"Nicht rosig, aber keine Katastrophe"

Treichl: Konzentration auf Osteuropa

Das abgelaufene Jahr war heftig für die heimischen Geldinstitute. Die Krise hat bei Aktienkursen und Bilanzen deutliche Spuren hinterlassen und den Banken neue, strengere Kapitalvorschriften beschert. Für das Jahr 2012 ist der Chef der Erste Group, Andreas Treichl, dennoch nicht pessimistisch. Seine Hoffnungen setzt Treichl vor allem auf Zentral- und Osteuropa.

Mittagsjournal, 27.12.2011

Mit Erste-Group-Chef Andreas Treichl hat Volker Obermayr gesprochen.

"Keine Sorgen" in Zentral- und Osteuropa

Die Erste Group zähle operativ zu den stärksten Banken in Europa und sei ein einer Region tätig, die in den nächsten Jahren "positiv überraschen wird", so Treichl. In diesem Sinne mache er sich um die Banken in dieser Region keine Sorgen. Als größte Fehleinschätzung nennt der Erste-Chef die Erwerbungen in Rumänien, wo man gekauft hatte, als man noch meinte, es gehe bergauf. Das sei aber nicht der Fall. Dennoch glaubt Treichl, dass Rumänien "noch sehr viel Freude" bereiten werde. Und bezüglich Ungarn könne man nur hoffen, dass das Land wieder den Anschluss an die EU finde. Engpässe im Handel der Banken untereinander sieht Treichl nicht dramatisch: Im Grunde genommen habe sich nichts verändert, "zwischen den Banken in unserer Region läuft das sehr gut."

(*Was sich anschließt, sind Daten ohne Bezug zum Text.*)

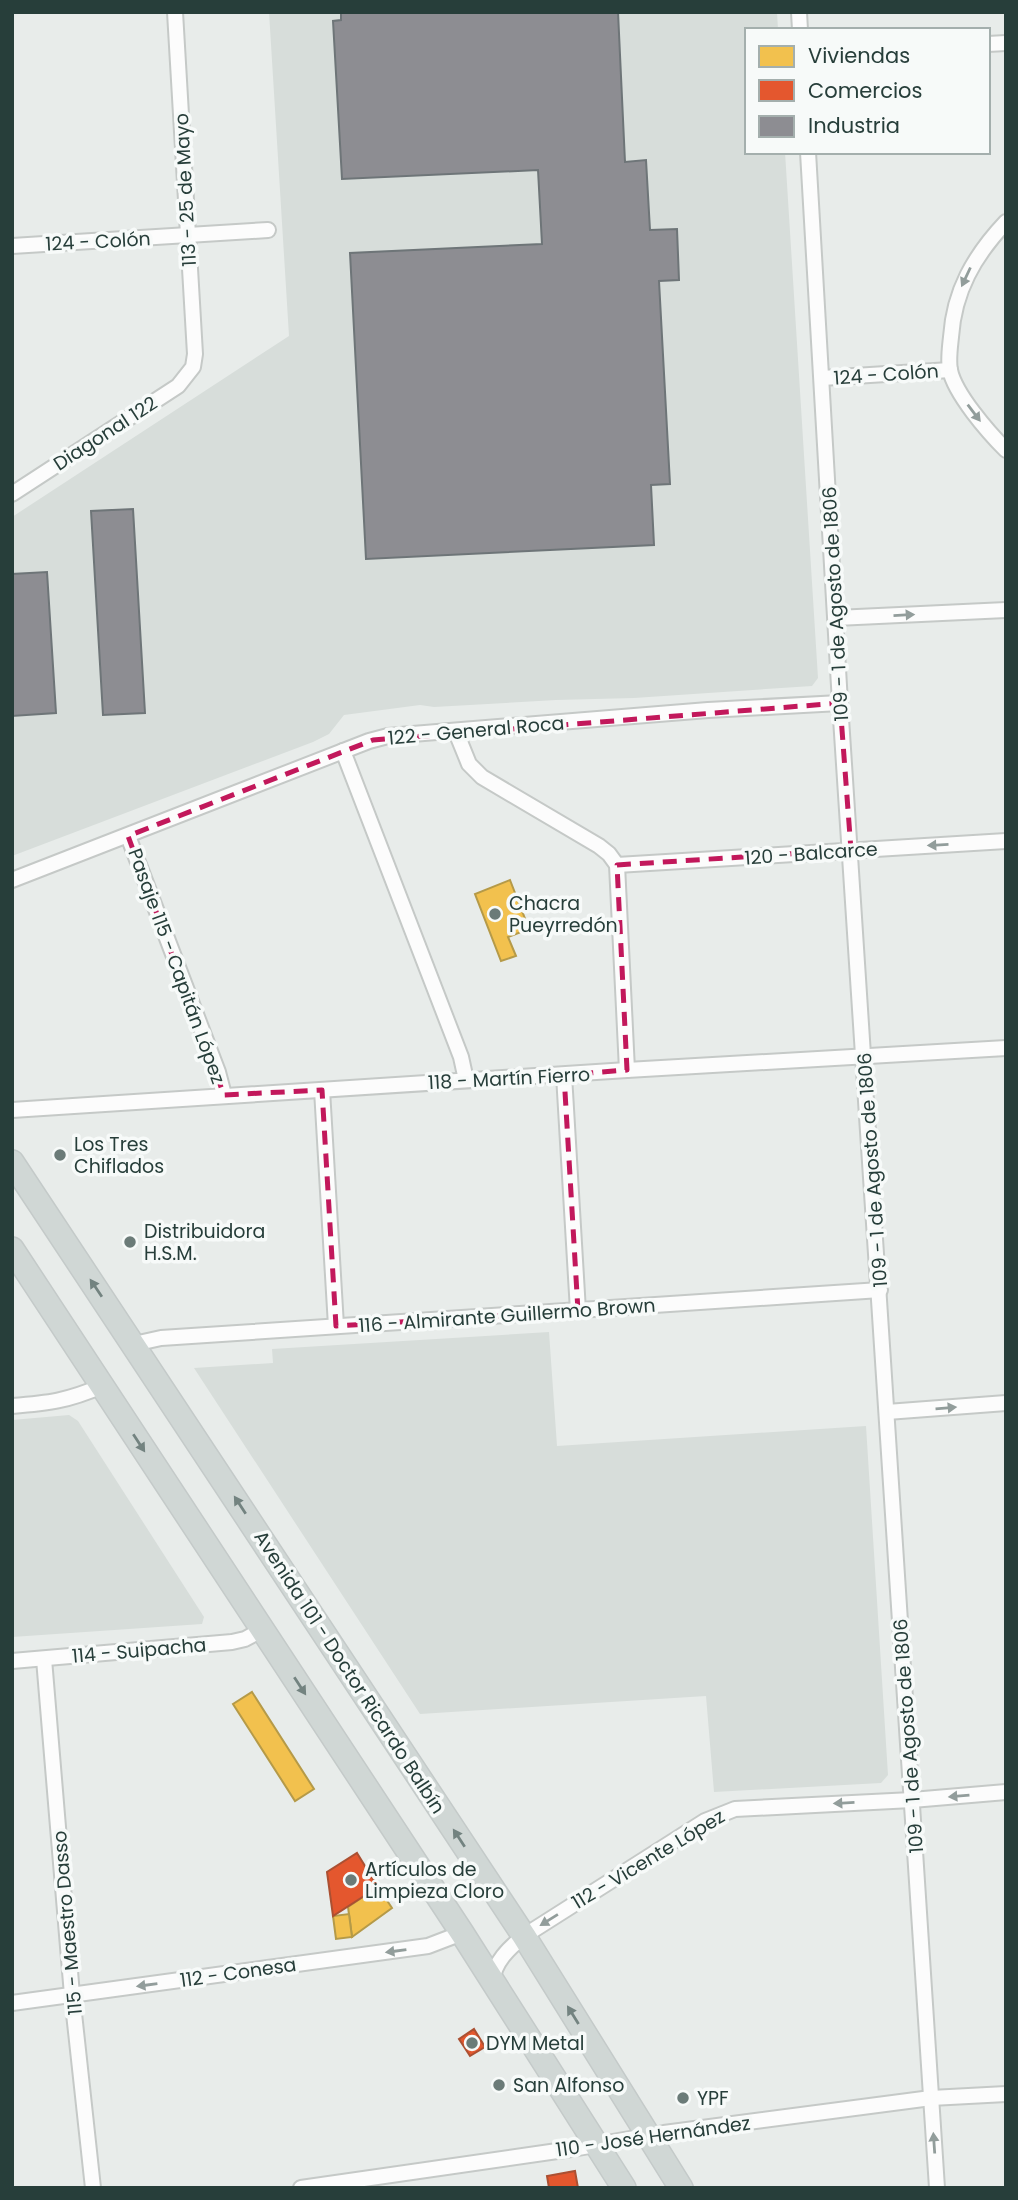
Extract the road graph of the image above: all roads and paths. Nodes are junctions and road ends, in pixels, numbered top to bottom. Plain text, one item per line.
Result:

Eigenkapital wird aus Erträgen aufgestockt

Eine Kapitalerhöhung, um die neuen Kapitalvorschriften zu erfüllen, werde die Erste Group nicht brauchen, sagt Treichl. Den Bedarf von 743 Millionen Euro bis Juni 2012 werde man nicht nur erreichen, sondern sogar übertreffen. Der überwiegende Teil davon solle aus den Erträgen des vierten Quartals 2011 und den beiden ersten Quartalen 2012 kommen. Zudem werde man die risikogewichteten Aktiva außerhalb der Region Zentral- und Osteuropa zurückfahren. "Wir wollen alle unsere Ressourcen - Kapital und Mitarbeiter - in dieser schwierigen Zeit unseren Kunden in Österreich und der Region Zentral- und Osteuropa zur Verfügung stellen." Sollte dieser Plan nicht aufgehen und die Lage es nicht zulassen, ihn umzusetzen, "dann hat Österreich und diese Region ein anderes Problem als die Erste Group", nämlich eine "ganz unfassbare Finanzkrise". Doch Treichl meint, dass die Lage 2012 zwar nicht rosig sein werde, "aber ich sehe keine Katastrophe auf uns zukommen."

Deutliche Meinungen

Erste Chef Andreas Treichl hat 2011 wohl mehr Anlass zu Schlagzeilen gegeben hat als ihm lieb war. Er hat sich weder beim Charakterisieren von Politikern zurückgehalten noch beim radikalen Wertberichtigen der Bilanz. Der Aufsichtsrat hat seinen Vertrag als Vorstandschef der Gruppe trotzdem oder gerade deswegen bis 2017 verlängert. Und Treichl will auch im Neuen Jahr mit seiner Meinung nicht hinterm Berg halten, wie er im Ö1 Interview sagt: "Wenn man schießt, muss man gefasst sein, dass zurückgeschossen wird."